Hi AnnSophie!
Die letzten Woche hatte ich so viel zu tun, dass ich leider keinen Kopf für das Strömforum hatte. Daher kommt meine Antwort erst jetzt.
Hehe, dito. Bin auch Firefox-verhaftet.

Ah ok. Ich war auch mal kurz Mediengestalterin.
Mich haben dann leider extreme Rückenschmerzen (psychosomatisch) total aus der Bahn geworfen. Es konnte mir auch keiner dabei helfen und ich habe das dann selbst in die Hand genommen. Seitdem habe ich so einiges in mir / an mir selbst aufgearbeitet und jetzt auch mit JSJ ein tolles Hilfsmittel an der Hand. Zusätzlich kommt gerade noch eine Hypnosetherapie dazu. Also in den letzten 2-3 Jahren hatte ich zumindest einen Minijob von zuhause aus, mehr war belastungsmäßig leider nicht drin.
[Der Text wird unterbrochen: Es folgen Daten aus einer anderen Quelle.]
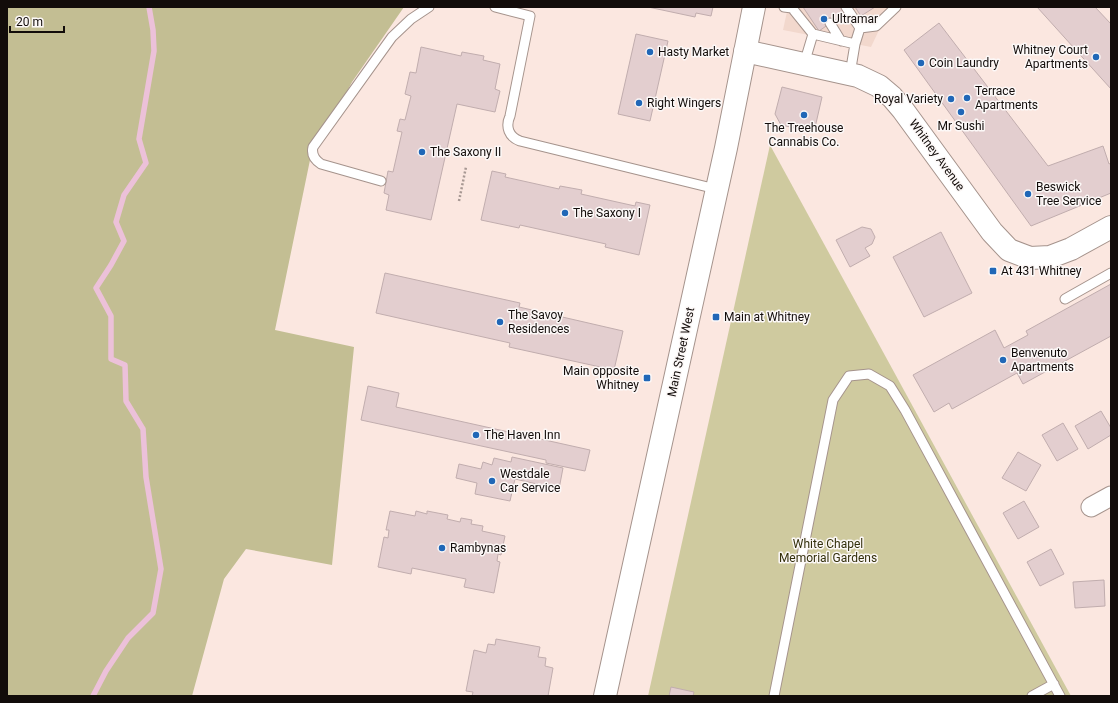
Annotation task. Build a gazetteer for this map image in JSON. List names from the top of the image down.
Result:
{
  "streets": {
    "main road": ["Whitney Avenue", "Main Street West"]
  },
  "crossings": [
    ["Whitney Avenue", "Main Street West"]
  ],
  "parks": ["White Chapel Memorial Gardens"],
  "places": {
    "other": [
      "Ultramar",
      "Hasty Market",
      "Whitney Court Apartments",
      "Coin Laundry",
      "Terrace Apartments",
      "Royal Variety",
      "Right Wingers",
      "Mr Sushi",
      "The Treehouse Cannabis Co.",
      "The Saxony II",
      "Beswick Tree Service",
      "The Saxony I",
      "The Savoy Residences",
      "Benvenuto Apartments",
      "The Haven Inn",
      "Westdale Car Service",
      "Rambynas"
    ],
    "transit": ["At 431 Whitney", "Main at Whitney", "Main opposite Whitney"]
  },
  "scale_bar": "20 m"
}
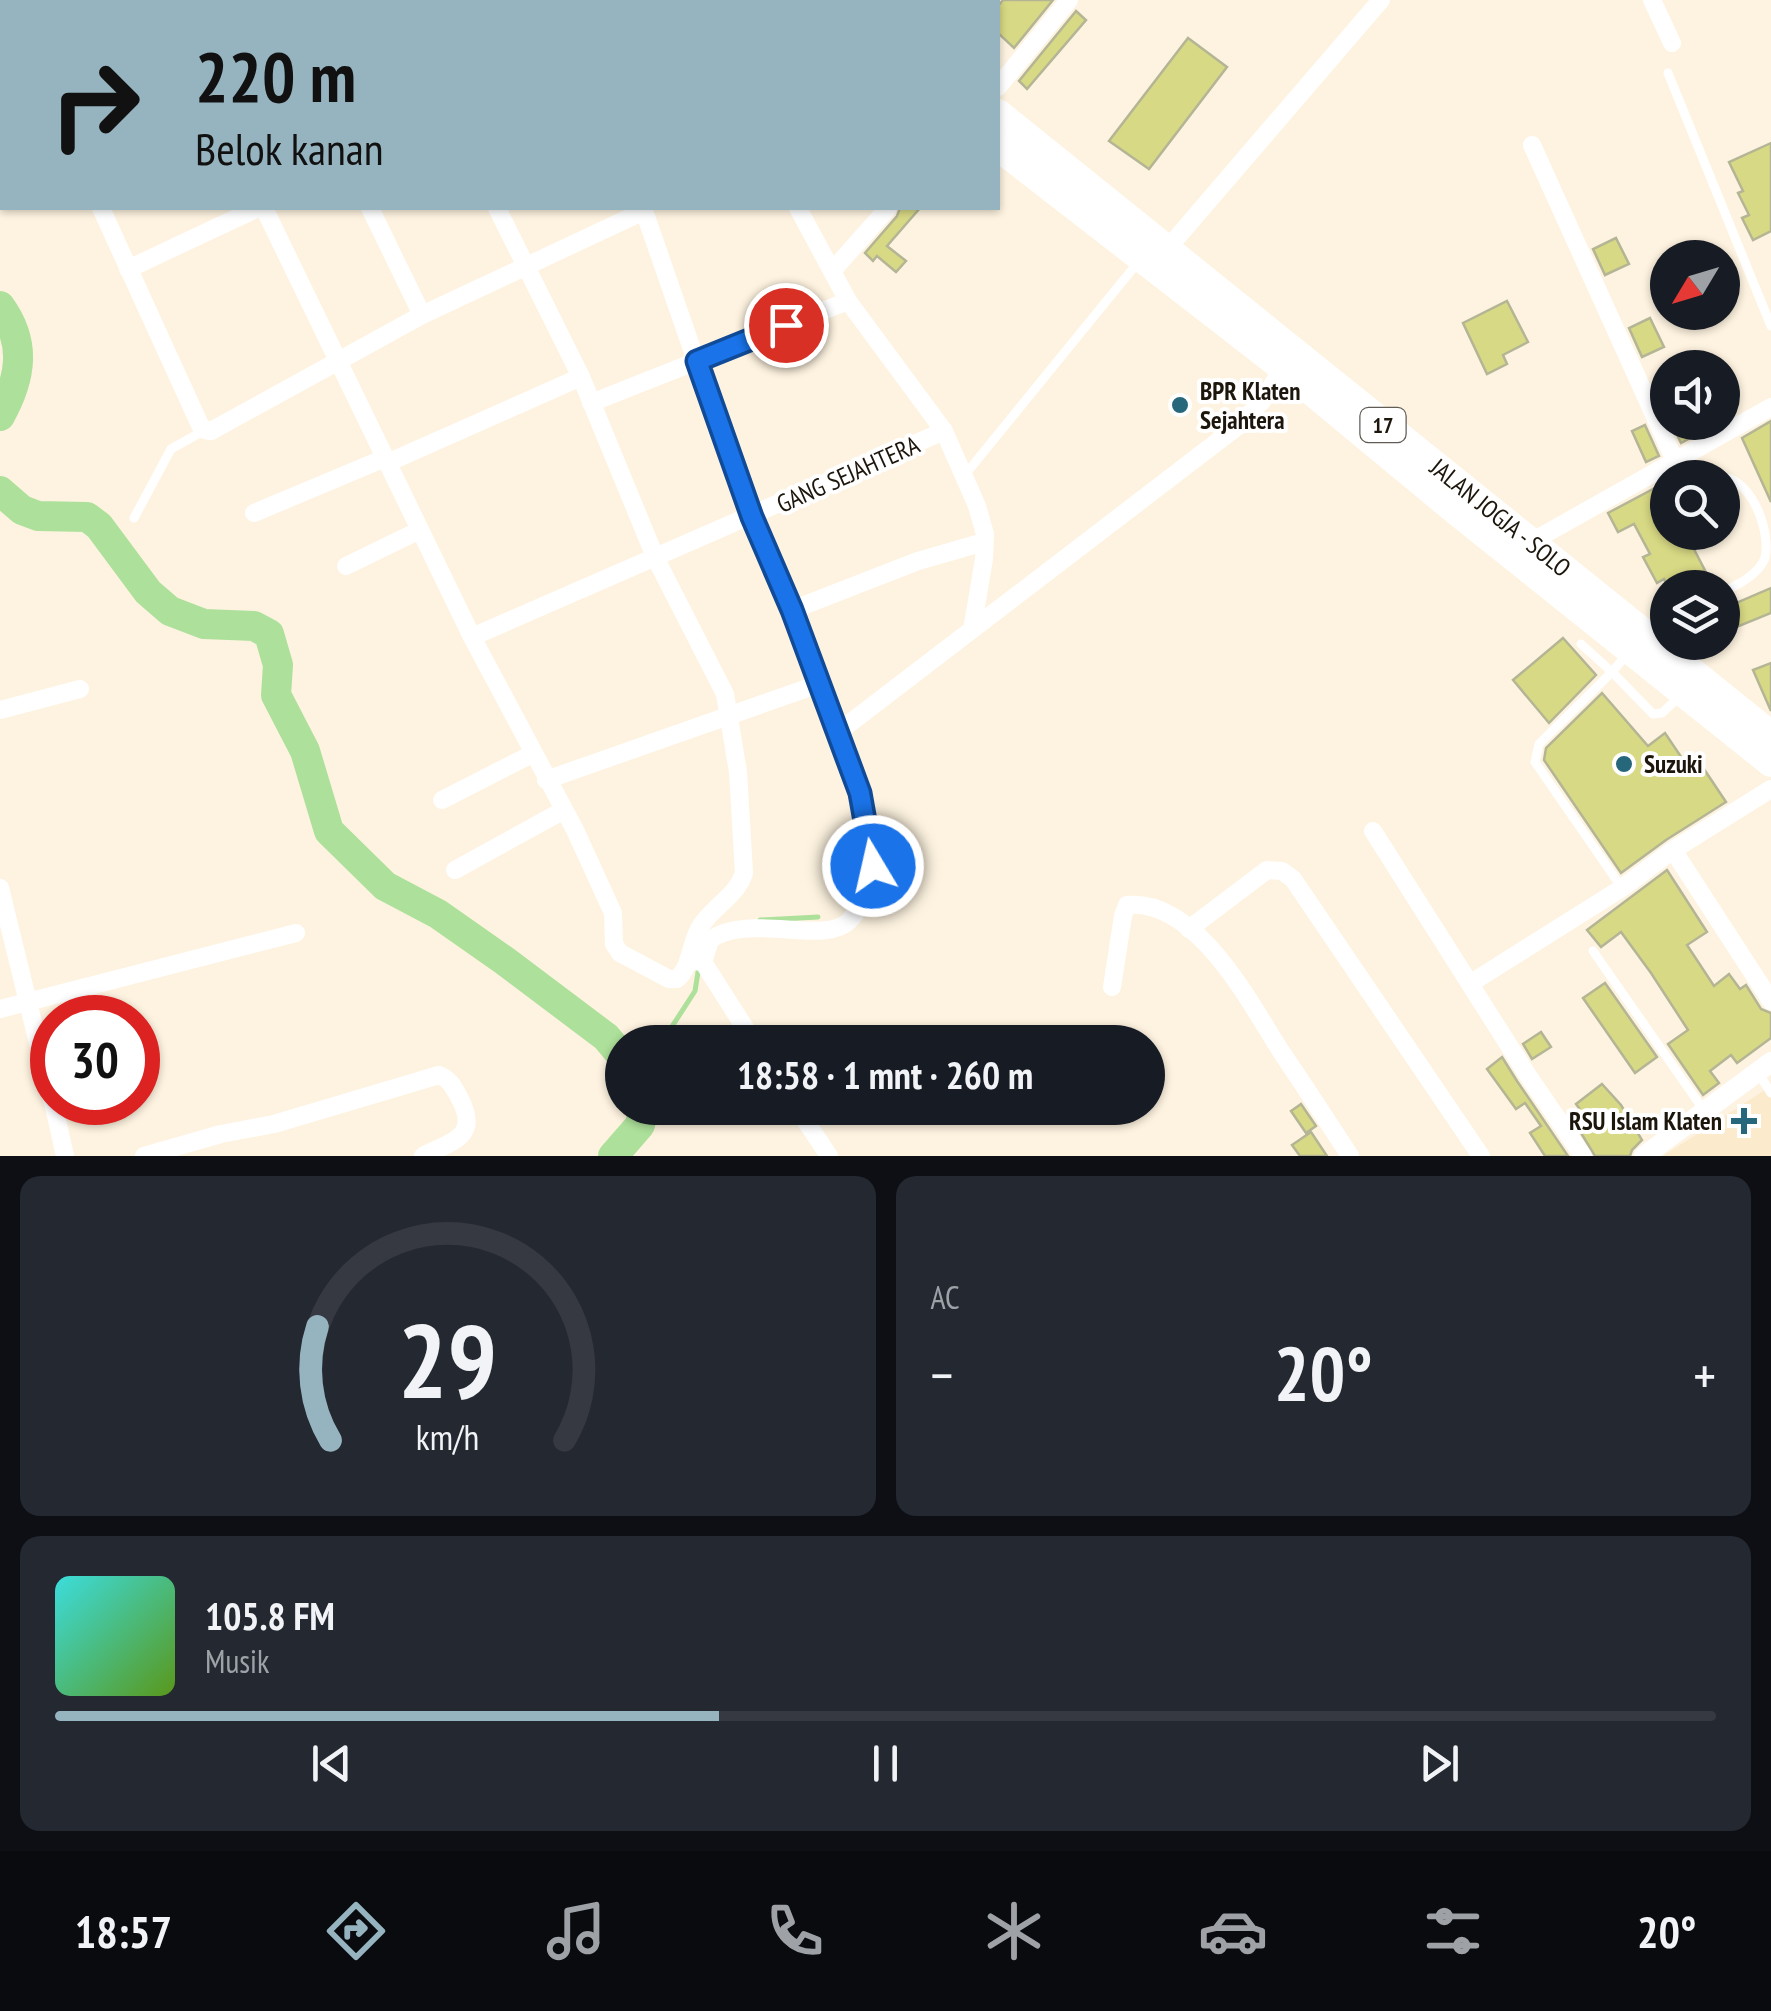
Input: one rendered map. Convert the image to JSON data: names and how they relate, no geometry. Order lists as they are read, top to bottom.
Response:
{
  "streets": {
    "highway": ["17", "JALAN JOGJA - SOLO"],
    "street": ["GANG SEJAHTERA"]
  },
  "places": {
    "other": ["BPR Klaten Sejahtera", "Suzuki"],
    "health": ["RSU Islam Klaten"]
  },
  "north": "bottom left",
  "page": {
    "turn": ["220 m", "Belok kanan"],
    "limit": "30",
    "trip": "18:58 · 1 mnt · 260 m",
    "tile": "AC",
    "heat": ["−", "20°", "+"],
    "song": ["105.8 FM", "Musik"],
    "tabs": ["18:57", "20°"],
    "gauge": ["29", "km/h"]
  }
}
Den habe ich nun gekündigt, weil der neue Chef total unfähig war. Kurzum: Gerade arbeite ich gar nichts. Das Thema ist auch ein ganz rotes Tuch für mich, aber irgendwann wird sich der Knoten lösen...
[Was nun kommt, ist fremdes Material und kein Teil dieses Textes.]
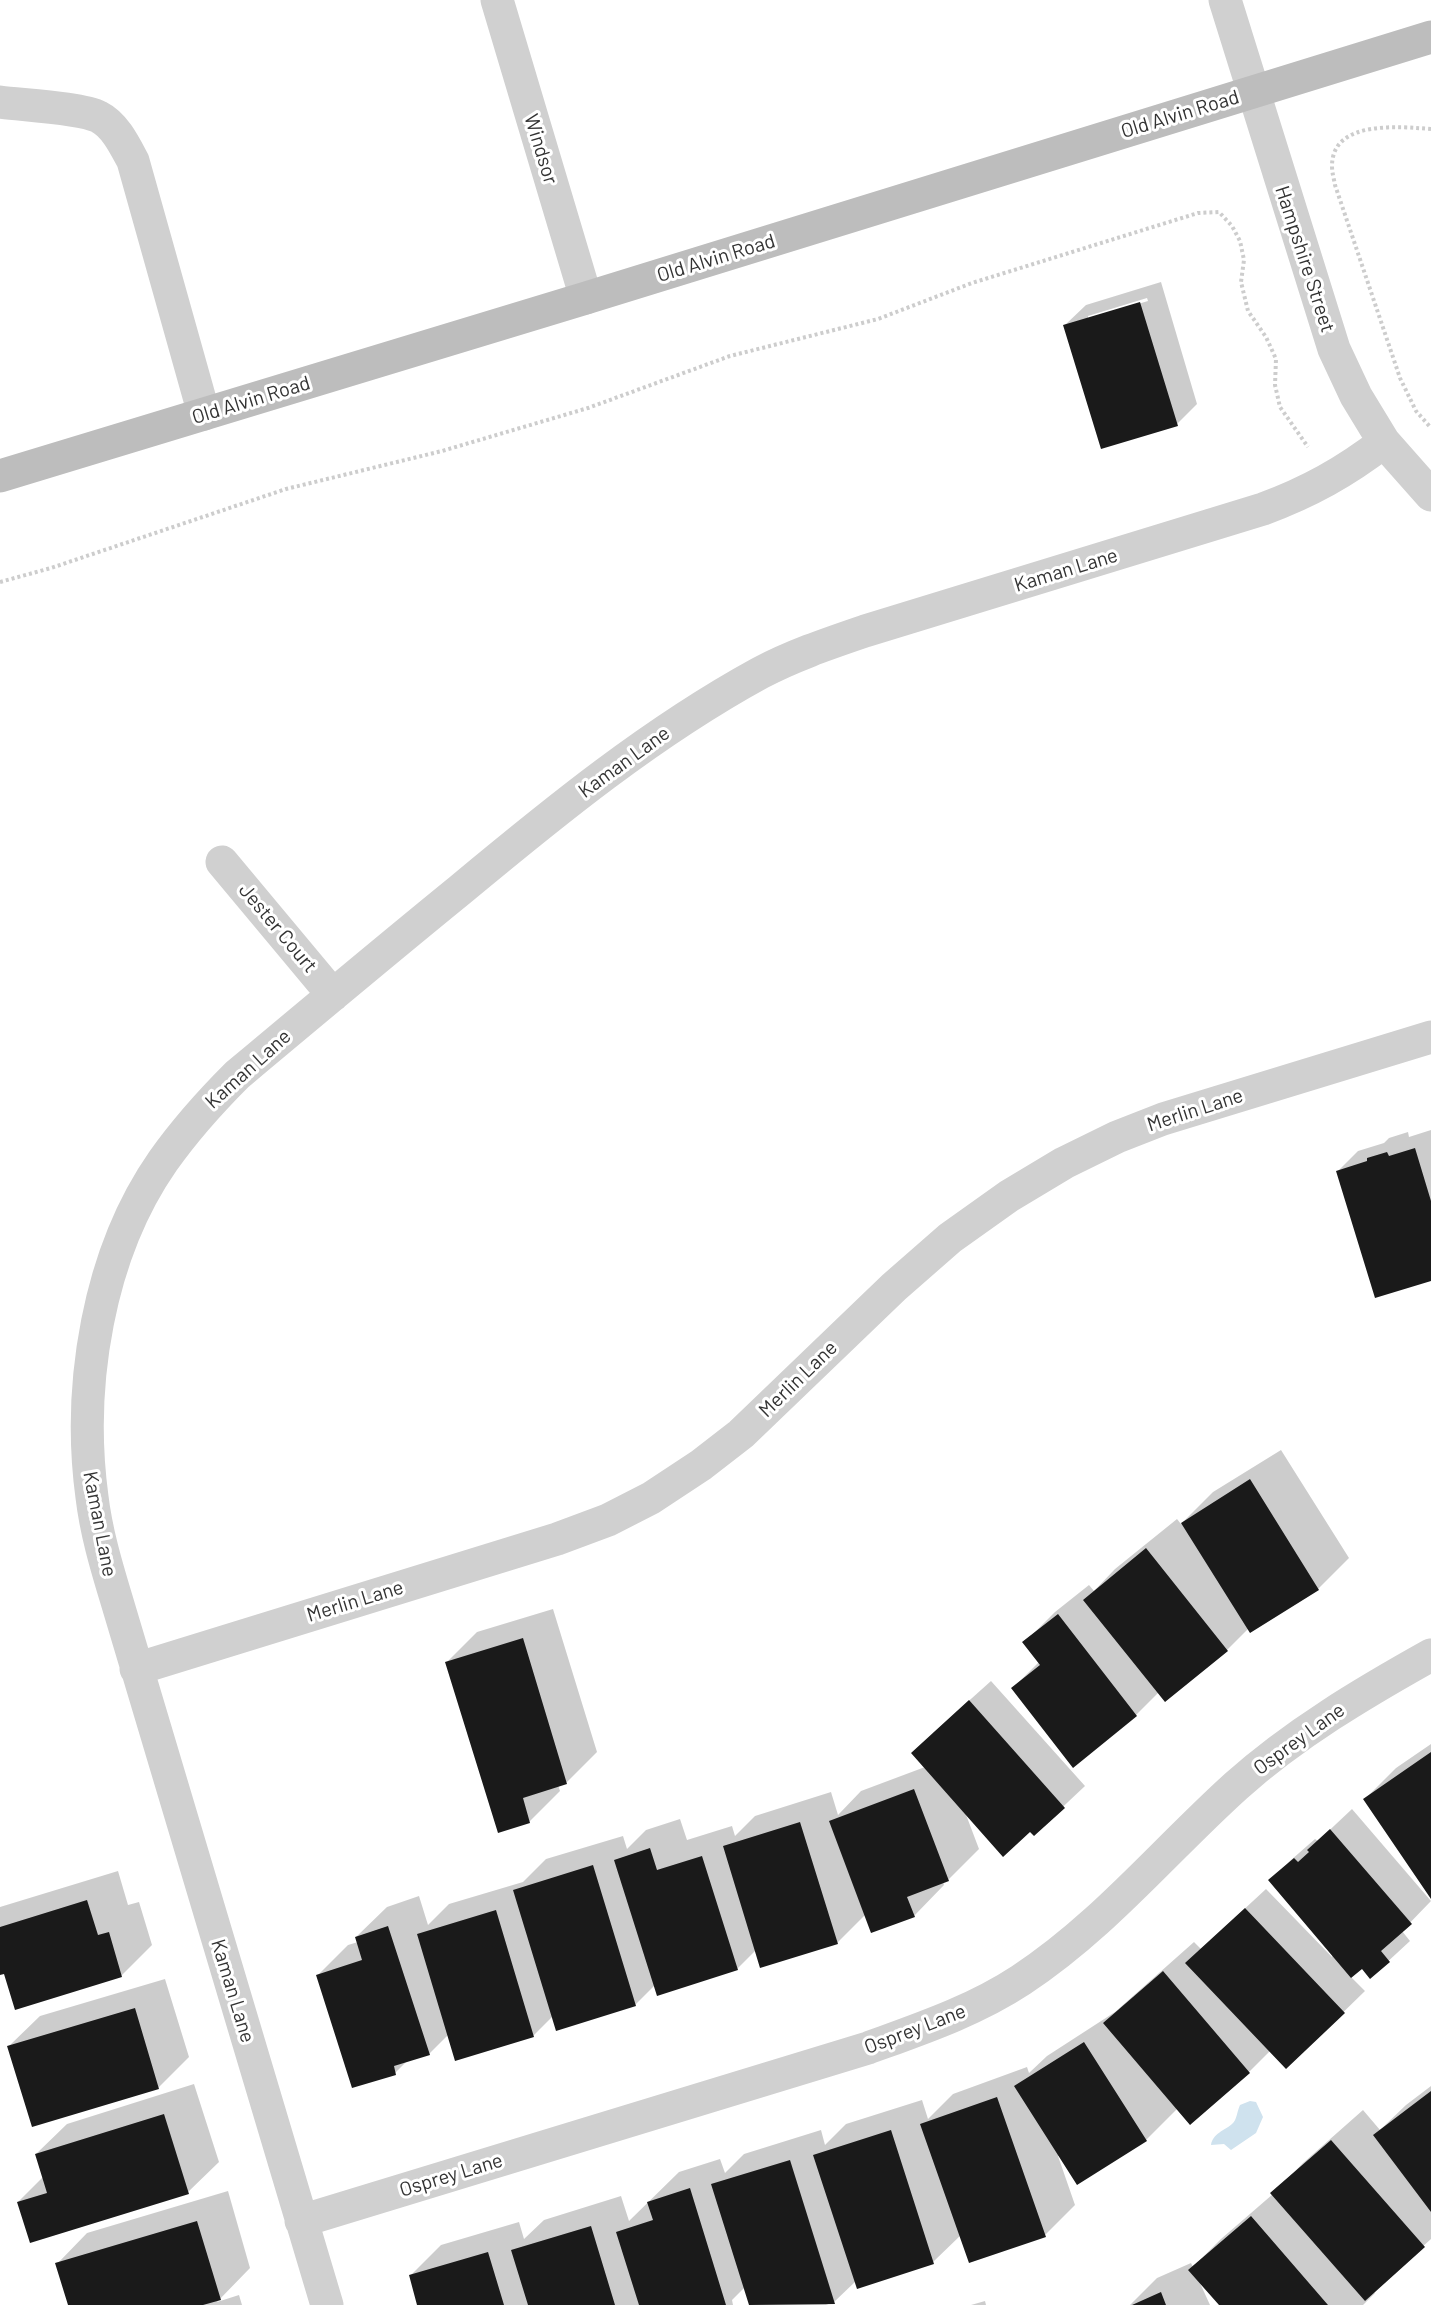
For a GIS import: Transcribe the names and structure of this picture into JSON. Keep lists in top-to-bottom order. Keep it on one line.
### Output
{"streets":{"street":["Old Alvin Road","Windsor","Hampshire Street","Kaman Lane","Jester Court","Merlin Lane","Osprey Lane"]},"crossings":[["Old Alvin Road","Windsor"],["Old Alvin Road","Hampshire Street"],["Hampshire Street","Kaman Lane"],["Kaman Lane","Jester Court"],["Kaman Lane","Merlin Lane"],["Kaman Lane","Osprey Lane"]]}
Hmm... als vollentwickelt würde ich mich jetzt nicht bezeichnen. Ich ziehe mich eher zurück, anstatt Systeme zu sprengen. Aber an der Komplexität konnte was dran sein.
Ja, ich verstehe, was du meinst.

Und ich spüre auch, dass mir JSJ dabei helfen kann, andere Einstellungen / Sichtweisen / Gefühle zu etwas Bestimmtem zu entwickeln und somit besser in der Welt klarzukommen.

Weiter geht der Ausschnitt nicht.